TheBanyanTree: Day 2 of the Alone Project

Monique Colver monique.colver at gmail.com
Tue Oct 20 10:35:56 PDT 2009


I have begun a project which entails me living on my own for days at a time.
This may not seem very challenging, but I've grown accustomed to having
charming husband around on a constant basis. We both work from home, so
we're always tripping over each other and whoever's not trying to work is
making so much noise the other person can't think. We happen to like it this
way.

Alas, he is now working in Seattle for several months, and this means, given
the distance between here and there, that he'll only be home on weekends.
While I realize that many people go for long periods without seeing their
significant others for a variety of more pressing reasons, this is
different. You have to know this much: we are madly in love and the mere
thought of being away from each other for a night is unbearable. (Do you
like how I just put us in a special class while managing to denigrate the
relationships of countless others? We're special all right.)

So yes, people do this all the time, for much longer periods, and I figure
if they can do it for long periods, I can do it for five days at a time. I
am, after all, chronologically a grown up.

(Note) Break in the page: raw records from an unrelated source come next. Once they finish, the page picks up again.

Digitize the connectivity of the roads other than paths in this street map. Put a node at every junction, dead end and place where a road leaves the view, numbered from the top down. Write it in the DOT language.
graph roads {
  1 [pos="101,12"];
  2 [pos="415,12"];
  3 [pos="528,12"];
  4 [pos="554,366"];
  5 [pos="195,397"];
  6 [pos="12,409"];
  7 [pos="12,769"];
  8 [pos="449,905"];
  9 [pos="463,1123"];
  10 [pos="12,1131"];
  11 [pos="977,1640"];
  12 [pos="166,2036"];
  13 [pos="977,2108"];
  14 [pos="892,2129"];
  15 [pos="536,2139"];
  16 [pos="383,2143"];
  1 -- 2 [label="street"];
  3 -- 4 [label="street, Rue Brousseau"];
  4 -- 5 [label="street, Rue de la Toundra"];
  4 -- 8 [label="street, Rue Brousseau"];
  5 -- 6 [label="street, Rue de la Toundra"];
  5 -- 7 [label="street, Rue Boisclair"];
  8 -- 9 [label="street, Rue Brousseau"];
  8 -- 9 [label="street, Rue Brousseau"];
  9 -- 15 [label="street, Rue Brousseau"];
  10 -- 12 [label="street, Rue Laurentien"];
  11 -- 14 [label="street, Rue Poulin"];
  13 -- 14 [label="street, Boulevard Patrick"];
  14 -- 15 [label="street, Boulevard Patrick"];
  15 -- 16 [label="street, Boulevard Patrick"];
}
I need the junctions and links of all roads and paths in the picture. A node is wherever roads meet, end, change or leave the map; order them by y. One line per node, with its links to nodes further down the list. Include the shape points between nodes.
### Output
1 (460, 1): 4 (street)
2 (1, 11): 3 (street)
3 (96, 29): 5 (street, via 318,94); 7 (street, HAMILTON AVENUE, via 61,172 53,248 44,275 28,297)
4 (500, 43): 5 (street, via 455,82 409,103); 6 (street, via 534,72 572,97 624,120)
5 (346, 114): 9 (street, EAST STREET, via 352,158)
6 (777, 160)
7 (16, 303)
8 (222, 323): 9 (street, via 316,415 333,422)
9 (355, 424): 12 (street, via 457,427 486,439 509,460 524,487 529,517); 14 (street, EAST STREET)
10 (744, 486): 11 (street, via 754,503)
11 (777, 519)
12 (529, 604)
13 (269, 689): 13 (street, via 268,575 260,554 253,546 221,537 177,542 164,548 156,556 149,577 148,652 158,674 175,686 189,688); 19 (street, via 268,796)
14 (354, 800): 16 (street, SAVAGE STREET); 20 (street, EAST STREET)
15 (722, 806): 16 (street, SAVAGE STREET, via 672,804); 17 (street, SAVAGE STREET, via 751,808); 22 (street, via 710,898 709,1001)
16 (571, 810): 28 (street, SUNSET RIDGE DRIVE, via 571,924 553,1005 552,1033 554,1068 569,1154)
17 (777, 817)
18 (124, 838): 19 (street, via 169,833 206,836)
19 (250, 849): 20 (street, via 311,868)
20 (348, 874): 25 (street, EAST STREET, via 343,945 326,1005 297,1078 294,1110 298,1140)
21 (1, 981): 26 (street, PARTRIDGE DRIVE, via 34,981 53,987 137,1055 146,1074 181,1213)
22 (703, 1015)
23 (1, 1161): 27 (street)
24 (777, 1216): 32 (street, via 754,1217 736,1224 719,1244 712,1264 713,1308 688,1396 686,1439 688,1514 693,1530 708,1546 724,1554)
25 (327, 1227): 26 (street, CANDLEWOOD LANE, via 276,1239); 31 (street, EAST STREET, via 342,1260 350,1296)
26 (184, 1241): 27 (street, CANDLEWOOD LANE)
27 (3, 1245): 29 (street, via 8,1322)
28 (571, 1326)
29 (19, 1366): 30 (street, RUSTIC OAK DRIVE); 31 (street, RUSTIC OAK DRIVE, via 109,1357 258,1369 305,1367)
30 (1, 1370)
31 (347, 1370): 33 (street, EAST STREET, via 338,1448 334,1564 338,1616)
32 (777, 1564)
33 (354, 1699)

Unfortunately, there are a few things I am unable to manage on my own. I've
come to rely upon charming husband for certain tasks, being rather the lazy
sort that I am. When I have a bottle of wine to open, I hand it to him, and
he opens it. This morning I was reminded of my limitations, which came as
quite a shock, since I like to think I have none.

(Are you thinking I'm starting to drink wine early in the morning and
proceeding throughout the day?)

I decided that I would set a precedent for responsible behavior and
undertake the task of feeding myself as if I matter. I have a reputation for
forgetting to eat, and then, at the last minute, deciding any old thing will
do, such as popcorn. Yesterday I stopped at Taco Bell. Can  you believe it?
That can't possibly be good for me. Fortunately I had a board dinner to
attend last night and there were scads of vegetables, so I was in luck. I
decided that today I would make a stew, and last night I stopped at the
store to pick up a few things. I found six dollar wine on sale for three
dollars. Who can pass that up? I mean, it's not like I'm going to drink it
or anything. But there's nothing like a red wine, good or not, for dealing
with the fond after the meat has browned. (I don't always take care of
myself well, but I can cook. We take turns around here. We're enlightened
and all that.)

This morning while browning the meat I cut up some vegetables in nice big
chunks to match the meat. Then I tackled the wine bottle. You would think,
for that price, they'd just put a screw top on it and forget about it. But
no. The thing has a cork. I used to use, back in the days when I did my own
wine decanting, a simple handheld corkscrew which would invariably get me a
mutilated cork, but access to the wine. I'm not that big a wine drinker so
it was never really an issue, and I have strainers to strain out the cork
that gets into the wine. Really. This is how I cook. Stop shaking your head
-- I never said I was perfect.

But my reliable corkscrew, which is simply a corkscrew and not much else, is
nowhere to be found. This is probably because charming husband has his own
versions of corkscrews. I found one, a lethal looking contraption, and put
it over the top of the bottle and then . . . nothing. There must be a trick
to these things that I'm unaware of. I could not figure it out.

I looked around a bit more, and found some sort of vacuum pump corkscrew
still in its original case. This looked promising. I wondered why it was
still in the original case, and then realized it was still taped shut. How
could this be? And yet, it had been opened -- one of the little rubber tops
for opened bottles was gone. Charming husband is probably so fond of his
exquisite corkscrew that he tapes it back up when he's done. It looked as if
it would know what to do all by itself, without needing any help from me.

I opened it, put the thing around the top of the bottle, and then became my
normal clueless self.

What the? I'm sure it's simple and easy and any five-year old could figure
it out, though I hope five-year olds aren't figuring it out in order to
drink wine. But I am technologically challenged at times, and I can't see
how things work. I can see how people work quite well, but things? Not so
much. I gave up on the wine, and substituted other liquids, none of them of
the spirit variety. I am well accustomed to substitutions.

When charming husband is home on the weekend I shall have him open the wine,
then stick one of those rubber thingies in the top of it. Those I can figure
out all by myself. I'll be set for week two.